Anstiege auf 5 - 9 ng/ml weisen auf einen partiellen GH-Mangel hin.

Jugendliche in der Transition mit Verdacht auf somatotrope Insuffizienz.

Der Cut-off-Wert für die Transition liegt bei 5 ng/ml. Eine somatotrope Insuffizienz ist wahrscheinlich, wenn GH in keiner der Proben auf > 5 ng/ml ansteigt.

Erwachsene mit Verdacht auf somatotrope Insuffizienz

Eine somatotrope Insuffizienz ist wahrscheinlich, wenn GH in keiner der Proben auf > 3 ng/ml ansteigt.

Erwachsene mit Verdacht auf adrenokortikotrope Insuffizienz

Eine adrenokortikotrope Insuffizienz kann ausgeschlossen werden, wenn das Cortisol auf > 20 µg/dl steigt. Ein Anstieg des ACTH um mindestens 50% bei normalen Ausgangswerten (10 - 48 pg/ml) ist normal.

Klinische Bemerkungen:

Empfehlung einer EKG-Überwachung. Bei Bewusstseinseintrübung Blutzucker und Kalium bestimmen, Im Falle einer Hypoglykämie-Unterbrechung kann es durch die Glucoseinfusion zusätzlich zur Hypokaliämie kommen. Es sollte immer geprüft werden, ob der IHT durch den kombinierten GHRH/Arginin-Test (GH-Sekretion) bzw. den Metopiron-Test (ACTH-Reserve) ersetzt werden kann.

Der IHT ist eingeschränkt intraindividuell reproduzierbar. Variationskoeffizienten bei Erwachsenen bis zu 59%. Die Sensitivität und Spezifität des IHT für die Diagnose eines GH-Mangels liegt zwischen 50 und 80%. Falsch niedrige GH-Maxima kommen vor.

Fortsetzung des Tests, bis deutliche klinische Hypoglykämie-Symptome auftreten oder Blutzuckerabfall auf < 33 mg/dl. Je deutlicher die Symptomatik und je niedriger der Blutzucker, umso aussagekräftiger ist der zu diesem Zeitpunkt gemessenen GH- bzw. Cortisolwerte. Die Symptomatik fällt bei Hypophyseninsuffizienz besonders ausgeprägt aus.

Beim GH-Insensitivitätssyndrom, neurosekretorischer Dysfunktion, idiopathischem Minderwuchs und biologisch inaktivem GH kein pathologisches Testergebnis.

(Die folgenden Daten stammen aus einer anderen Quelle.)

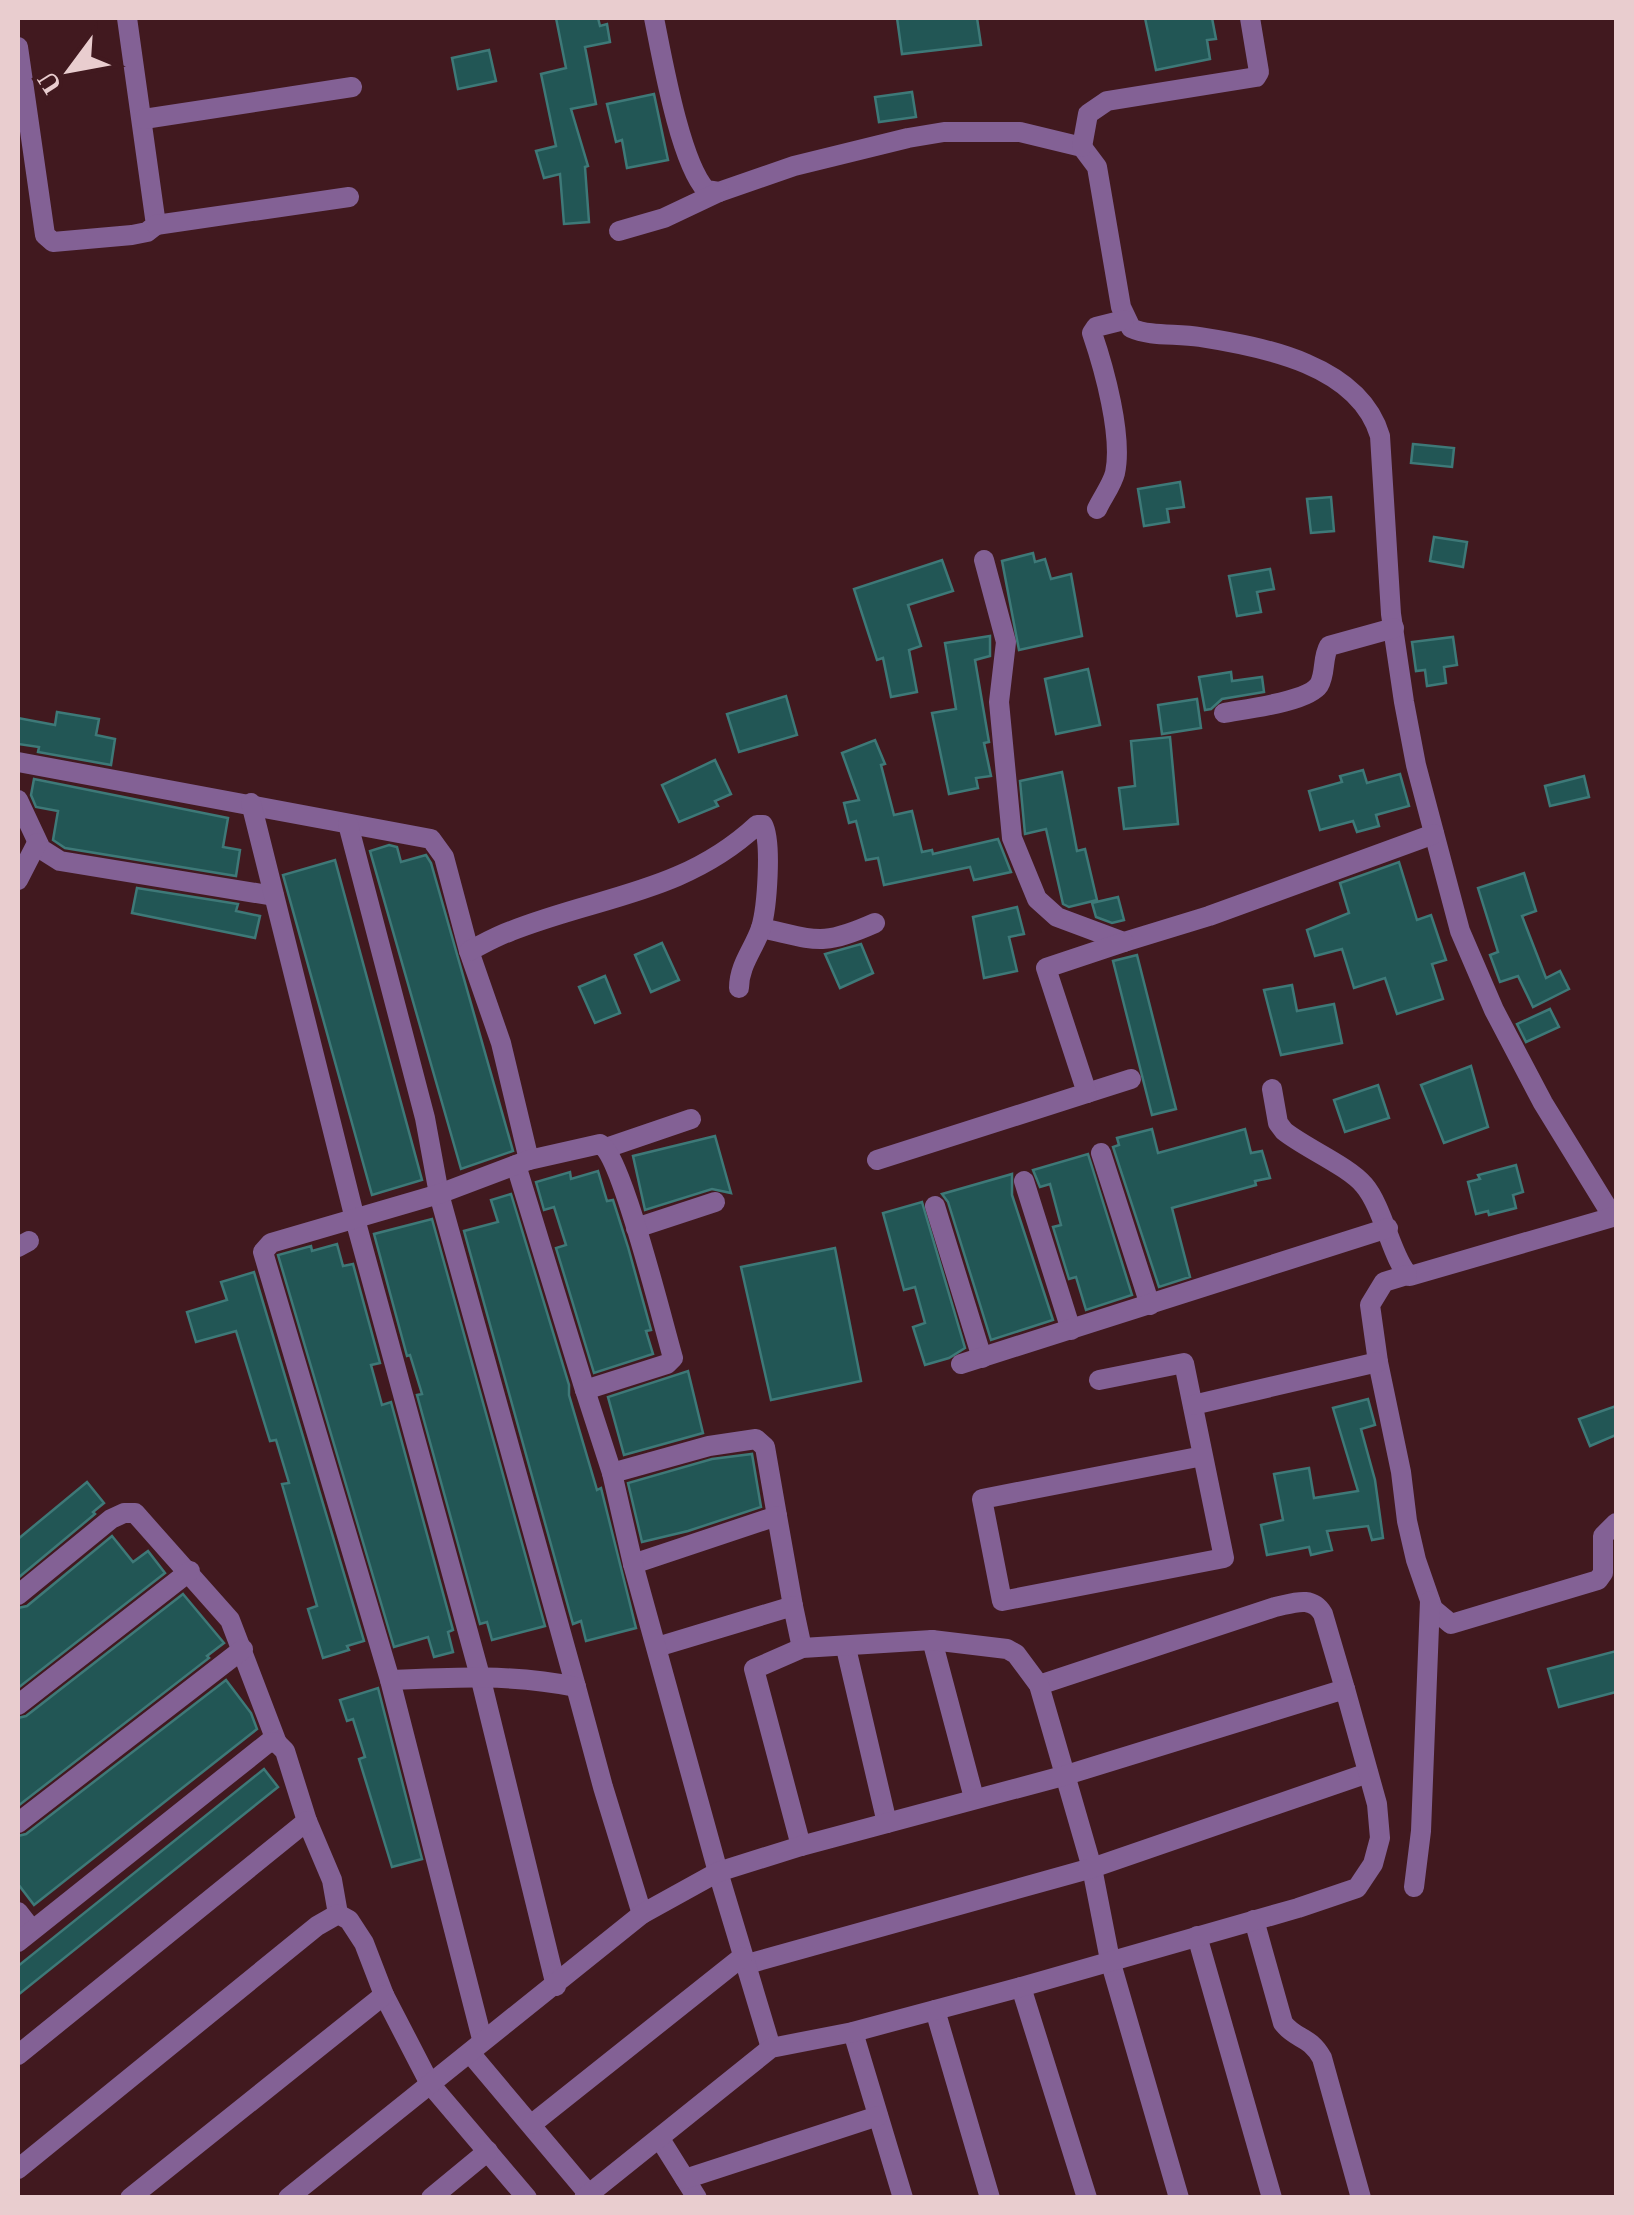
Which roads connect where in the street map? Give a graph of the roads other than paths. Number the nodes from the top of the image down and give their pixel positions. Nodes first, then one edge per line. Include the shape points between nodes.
1 (127, 18) edge
2 (654, 18) edge
3 (1250, 18) edge
4 (18, 47) edge
5 (352, 86) dead end
6 (144, 119) junction
7 (1082, 147) junction
8 (719, 192) junction
9 (349, 197) dead end
10 (156, 225) junction
11 (619, 231) dead end
12 (1124, 320) junction
13 (1097, 508) dead end
14 (984, 560) dead end
15 (1394, 628) junction
16 (1224, 713) dead end
17 (18, 762) edge
18 (18, 800) edge
19 (250, 804) junction
20 (348, 824) junction
21 (1434, 834) junction
22 (37, 843) junction
23 (18, 880) edge
24 (274, 896) junction
25 (875, 922) dead end
26 (761, 928) junction
27 (1124, 942) junction
28 (469, 950) junction
29 (739, 988) dead end
30 (1131, 1079) dead end
31 (1272, 1089) dead end
32 (1086, 1093) junction
33 (691, 1118) dead end
34 (606, 1148) junction
35 (1102, 1154) dead end
36 (877, 1160) dead end
37 (523, 1162) junction
38 (1024, 1181) dead end
39 (439, 1194) junction
40 (715, 1202) dead end
41 (935, 1206) dead end
42 (1615, 1216) edge
43 (355, 1219) junction
44 (636, 1228) junction
45 (1388, 1228) junction
46 (1407, 1274) junction
47 (1150, 1305) junction
48 (1071, 1330) junction
49 (982, 1358) junction
50 (1378, 1362) junction
51 (962, 1364) dead end
52 (1100, 1380) dead end
53 (585, 1390) junction
54 (1193, 1404) junction
55 (1203, 1456) junction
56 (612, 1473) junction
57 (777, 1516) junction
58 (1616, 1522) edge
59 (633, 1564) junction
60 (190, 1571) junction
61 (18, 1596) edge
62 (1430, 1599) junction
63 (793, 1606) junction
64 (932, 1640) junction
65 (657, 1647) junction
66 (802, 1648) junction
67 (846, 1648) junction
68 (243, 1649) junction
69 (480, 1676) junction
70 (390, 1680) junction
71 (1039, 1685) junction
72 (576, 1686) junction
73 (1346, 1689) junction
74 (18, 1706) edge
75 (276, 1743) junction
76 (1368, 1773) junction
77 (1063, 1776) junction
78 (974, 1798) junction
79 (307, 1821) junction
80 (18, 1823) edge
81 (887, 1823) junction
82 (802, 1846) junction
83 (1092, 1868) junction
84 (718, 1872) junction
85 (1414, 1887) dead end
86 (18, 1912) edge
87 (338, 1914) junction
88 (642, 1914) junction
89 (1254, 1920) junction
90 (25, 1936) edge
91 (1197, 1936) junction
92 (1110, 1960) junction
93 (743, 1961) junction
94 (556, 1986) junction
95 (1021, 1987) junction
96 (384, 1996) junction
97 (935, 2010) junction
98 (853, 2032) junction
99 (771, 2048) junction
100 (472, 2050) junction
101 (18, 2055) edge
102 (433, 2082) junction
103 (878, 2116) junction
104 (532, 2124) junction
105 (660, 2138) junction
106 (488, 2151) junction
107 (18, 2169) edge
108 (685, 2179) junction
109 (588, 2196) edge
110 (130, 2198) edge
111 (288, 2198) edge
112 (430, 2198) edge
113 (527, 2198) edge
114 (697, 2198) edge
115 (903, 2198) edge
116 (990, 2198) edge
117 (1087, 2198) edge
118 (1179, 2198) edge
119 (1272, 2198) edge
120 (1361, 2198) edge

1 - 6 street
2 - 8 street via 695,173 706,190
3 - 7 street via 1256,77 1107,101 1088,114
4 - 10 street via 48,238 132,235
5 - 6 street
6 - 10 street
7 - 8 street via 1020,132 944,132 794,166
7 - 12 street via 1097,167
8 - 11 street
9 - 10 street
12 - 13 street via 1092,333 1114,435 1115,474
12 - 15 street via 1137,331 1199,337 1296,361 1359,396 1380,436
14 - 27 street via 1006,642 1000,727 1016,851 1048,910
15 - 16 street via 1328,646 1320,684 1308,696
15 - 21 street
17 - 19 street
18 - 22 street
19 - 20 street
19 - 24 street
20 - 28 street via 424,836 436,844
20 - 39 street
21 - 27 street
21 - 42 street via 1460,931 1494,1010
22 - 23 street
22 - 24 street via 60,861
24 - 43 street
25 - 26 street via 824,942
26 - 28 street via 768,848 763,825 757,825 702,867
26 - 29 street
27 - 32 street via 1046,968
28 - 37 street via 501,1043
30 - 32 street
31 - 45 street via 1281,1128 1362,1182
32 - 36 street
33 - 34 street
34 - 37 street
34 - 44 street
35 - 47 street
37 - 39 street
37 - 53 street
38 - 48 street
39 - 43 street
39 - 72 street
40 - 44 street
41 - 49 street
42 - 46 street
43 - 69 street
43 - 70 street via 271,1243 263,1257
44 - 53 street via 672,1360
45 - 46 street
45 - 47 street
46 - 50 street via 1384,1282 1370,1305
47 - 48 street
48 - 49 street
49 - 51 street
50 - 54 street
50 - 62 street via 1407,1521
52 - 54 street via 1184,1363
53 - 56 street
54 - 55 street
55 - 55 street via 1224,1558 1002,1601 982,1500
56 - 57 street via 756,1438 765,1447
56 - 59 street
57 - 59 street
57 - 63 street
58 - 62 street via 1603,1536 1603,1572 1596,1582 1452,1624
59 - 65 street
60 - 61 street via 135,1513 124,1513
60 - 68 street via 230,1620
60 - 74 street
62 - 85 street
63 - 65 street
63 - 66 street
64 - 67 street
64 - 71 street via 1014,1652
64 - 78 street
65 - 84 street
66 - 67 street
66 - 82 street via 759,1664 754,1676
67 - 81 street
68 - 75 street
68 - 80 street
69 - 70 street
69 - 72 street
69 - 94 street
70 - 100 street
71 - 73 street via 1275,1607 1310,1602 1323,1614
71 - 77 street
72 - 88 street
73 - 76 street
73 - 77 street
75 - 79 street
75 - 90 street via 269,1742
76 - 83 street
76 - 89 street via 1380,1838 1361,1884
77 - 78 street
77 - 83 street
78 - 81 street
79 - 87 street via 332,1880
79 - 101 street
81 - 82 street
82 - 84 street
83 - 92 street
83 - 93 street
84 - 88 street
84 - 93 street
86 - 90 street
87 - 96 street via 364,1942
87 - 107 street
88 - 94 street
89 - 91 street
89 - 120 street via 1283,2022 1310,2040 1322,2058
91 - 92 street
91 - 119 street
92 - 95 street
92 - 118 street
93 - 99 street
93 - 104 street
94 - 100 street
95 - 97 street
95 - 117 street
96 - 102 street
96 - 110 street
97 - 98 street
97 - 116 street
98 - 99 street
98 - 103 street
99 - 105 street
100 - 102 street
100 - 104 street
102 - 106 street
102 - 111 street
103 - 108 street
103 - 115 street
104 - 109 street
105 - 108 street
105 - 109 street
106 - 112 street
106 - 113 street
108 - 114 street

Bei Erwachsenen müssen für den isolierten GH-Mangel 2 pathologische Funktionstests vorliegen. Bei zusätzlich noch anderen glandotropen Insuffizienzen oder einer morphologisch fassbaren hypophysären Erkrankung, reicht ein pathologischer Funktionstest (IHT oder kombinierter Arginin-GHRH-Test).

Häufige Fehler:
  • Durch zu frühen Testabbruch bei mangelnder Erfahrung fällt der Test falsch positiv aus.
  • Bei Patienten mit Diabetes mellitus kann die gegenregulatorische Hormonfreisetzung gestört sein (falsch positiver Test).